* REQUIREMENT *
Output all entries verbatim, dropping pictures.

─── RECORDS FOR THE TASK

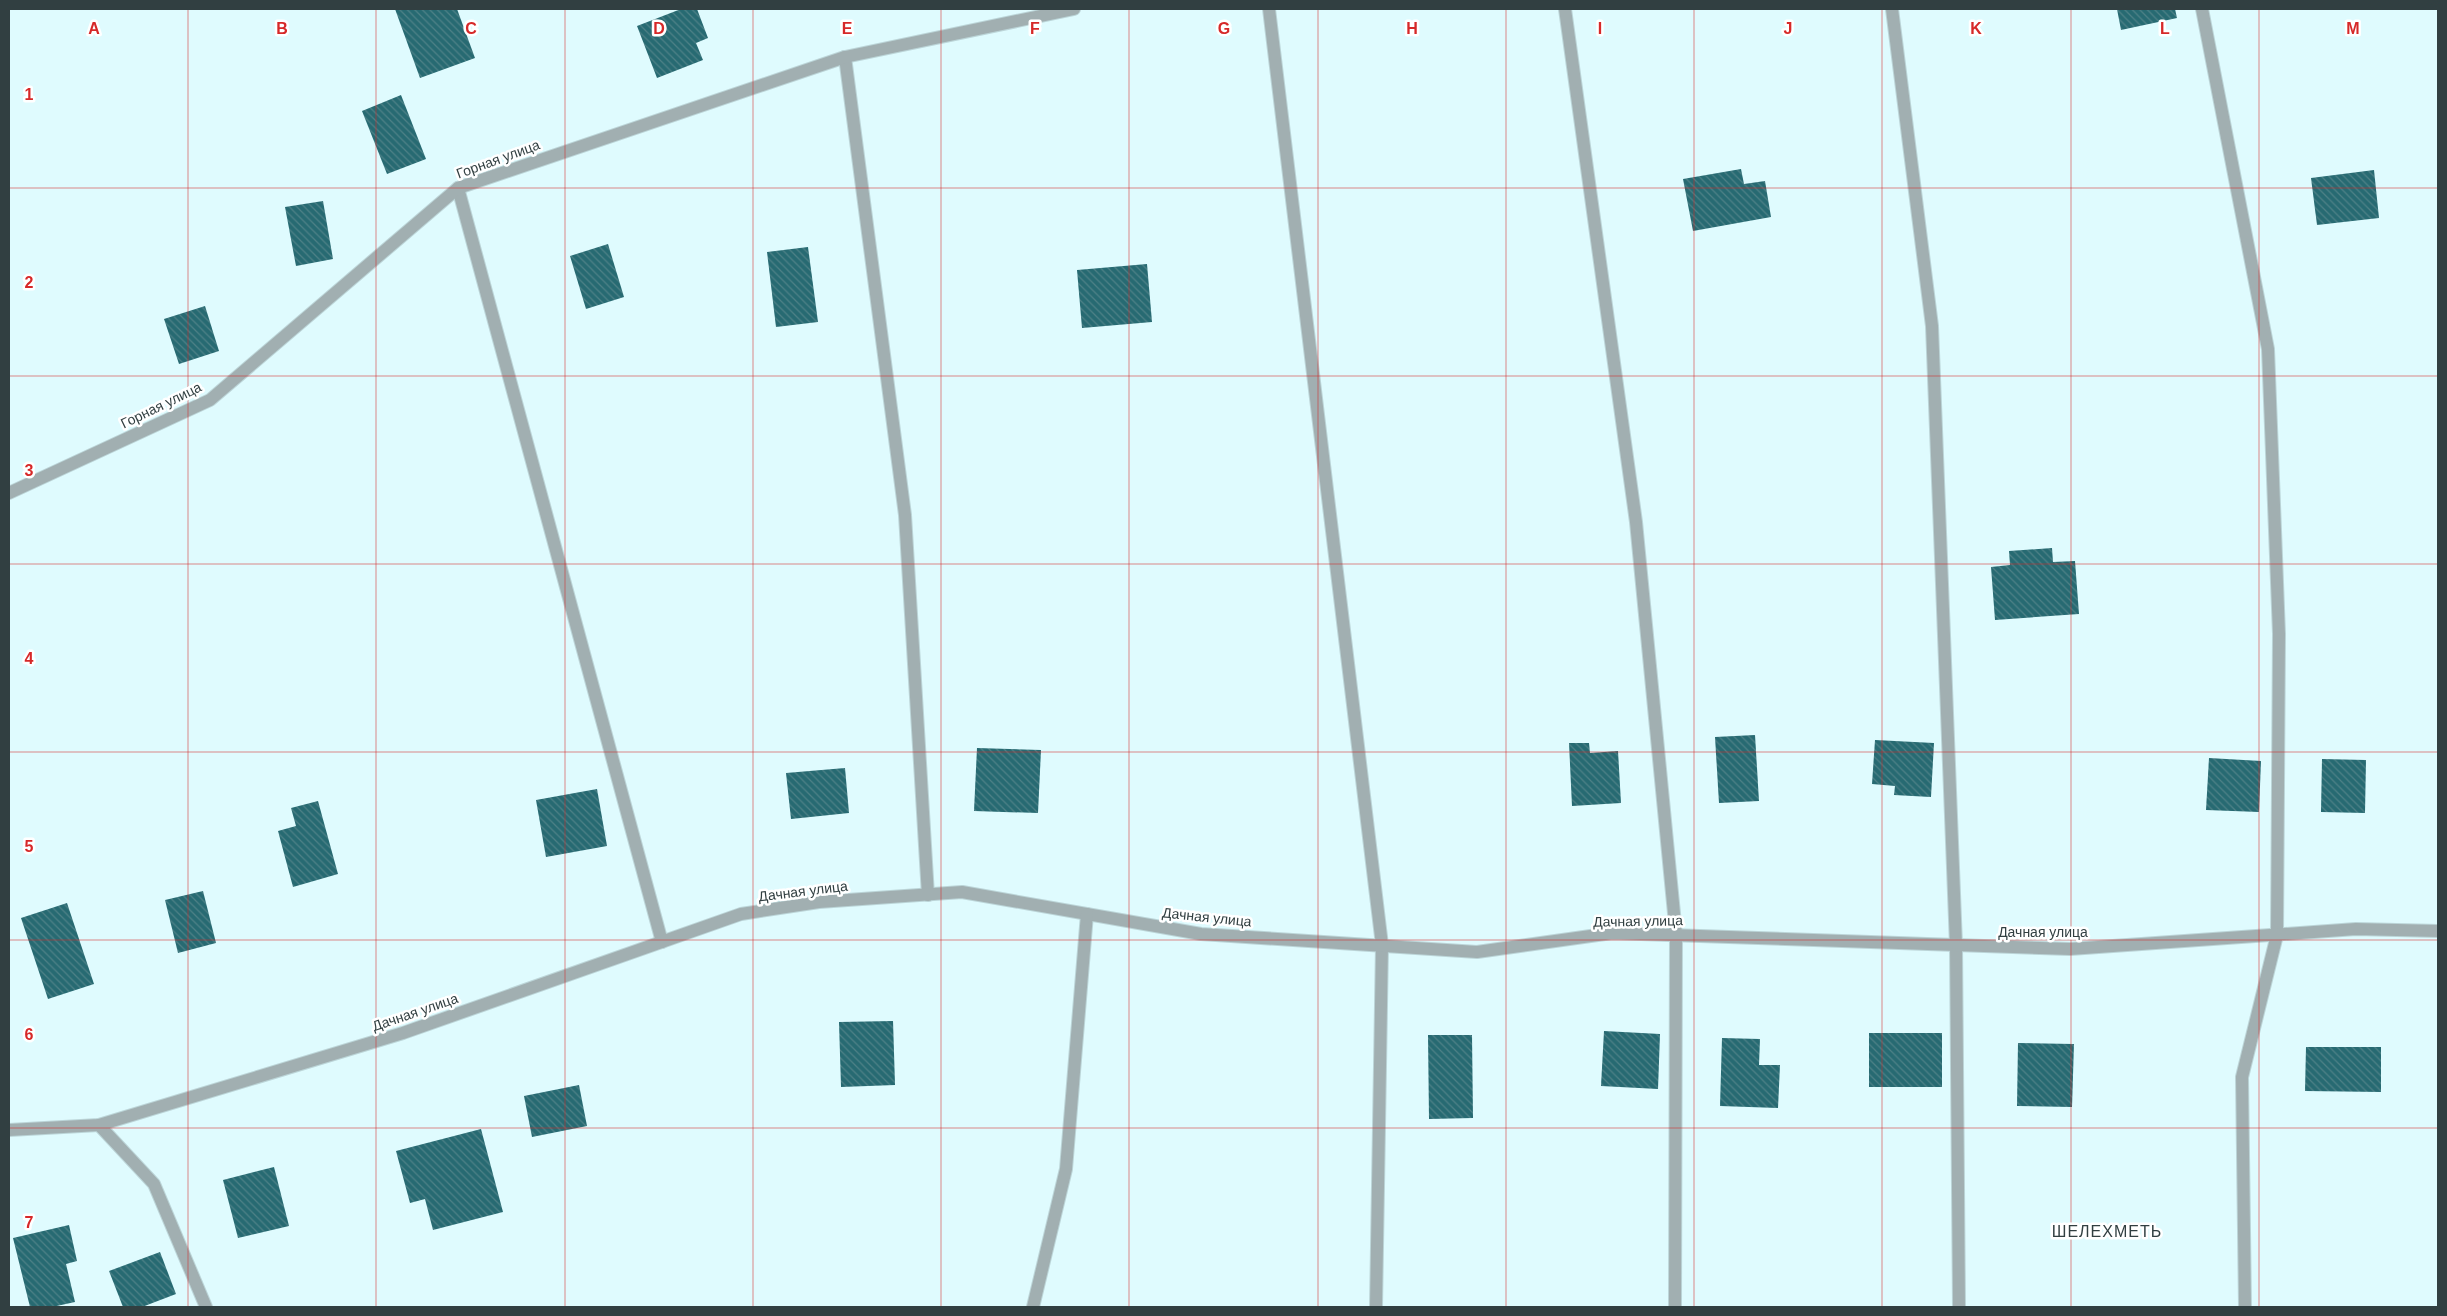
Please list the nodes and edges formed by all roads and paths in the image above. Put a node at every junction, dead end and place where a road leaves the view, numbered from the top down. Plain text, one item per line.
1 (1074, 9) edge
2 (1269, 9) edge
3 (1565, 9) edge
4 (1892, 9) edge
5 (2202, 9) edge
6 (845, 57) junction
7 (458, 188) junction
8 (9, 493) edge
9 (928, 895) junction
10 (1087, 914) junction
11 (2438, 931) edge
12 (1676, 934) junction
13 (2277, 935) junction
14 (662, 942) junction
15 (1956, 945) junction
16 (1382, 946) junction
17 (99, 1125) junction
18 (9, 1130) edge
19 (206, 1307) edge
20 (1033, 1307) edge
21 (1376, 1307) edge
22 (1675, 1307) edge
23 (1959, 1307) edge
24 (2246, 1307) edge

1 - 6 street, Горная улица
2 - 16 street
3 - 12 street
4 - 15 street
5 - 13 street
6 - 7 street, Горная улица
6 - 9 street
7 - 8 street, Горная улица
7 - 14 street
9 - 10 street, Дачная улица
9 - 14 street, Дачная улица
10 - 16 street, Дачная улица
10 - 20 street
11 - 13 street, Дачная улица
12 - 15 street, Дачная улица
12 - 16 street, Дачная улица
12 - 22 street
13 - 15 street, Дачная улица
13 - 24 street
14 - 17 street, Дачная улица
15 - 23 street
16 - 21 street
17 - 18 street, Дачная улица
17 - 19 street

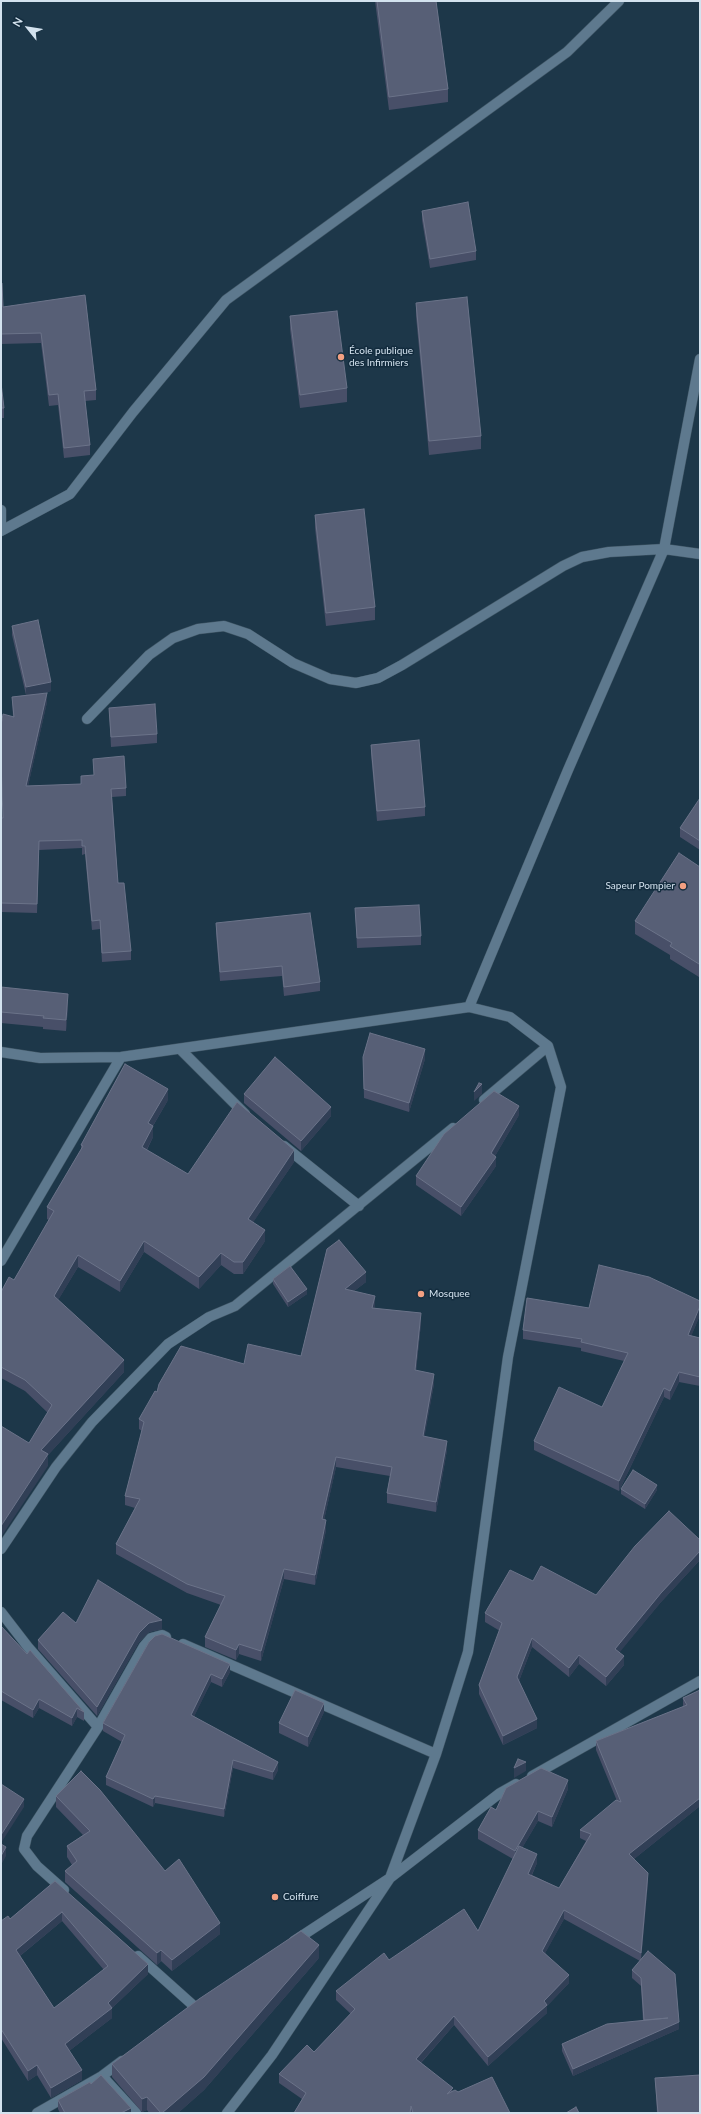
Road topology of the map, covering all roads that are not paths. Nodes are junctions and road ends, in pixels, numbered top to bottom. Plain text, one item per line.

──────

* EXERCISE SOLUTION *
Please list the nodes and edges formed by all roads and paths in the image above. Put a node at every junction, dead end and place where a road leaves the view, numbered from the top down. Plain text, one item per line.
1 (1074, 9) edge
2 (1269, 9) edge
3 (1565, 9) edge
4 (1892, 9) edge
5 (2202, 9) edge
6 (845, 57) junction
7 (458, 188) junction
8 (9, 493) edge
9 (928, 895) junction
10 (1087, 914) junction
11 (2438, 931) edge
12 (1676, 934) junction
13 (2277, 935) junction
14 (662, 942) junction
15 (1956, 945) junction
16 (1382, 946) junction
17 (99, 1125) junction
18 (9, 1130) edge
19 (206, 1307) edge
20 (1033, 1307) edge
21 (1376, 1307) edge
22 (1675, 1307) edge
23 (1959, 1307) edge
24 (2246, 1307) edge

1 - 6 street, Горная улица
2 - 16 street
3 - 12 street
4 - 15 street
5 - 13 street
6 - 7 street, Горная улица
6 - 9 street
7 - 8 street, Горная улица
7 - 14 street
9 - 10 street, Дачная улица
9 - 14 street, Дачная улица
10 - 16 street, Дачная улица
10 - 20 street
11 - 13 street, Дачная улица
12 - 15 street, Дачная улица
12 - 16 street, Дачная улица
12 - 22 street
13 - 15 street, Дачная улица
13 - 24 street
14 - 17 street, Дачная улица
15 - 23 street
16 - 21 street
17 - 18 street, Дачная улица
17 - 19 street

Road topology of the map, covering all roads that are not paths. Nodes are junctions and road ends, in pixels, numbered top to bottom. Plain text, one item per line.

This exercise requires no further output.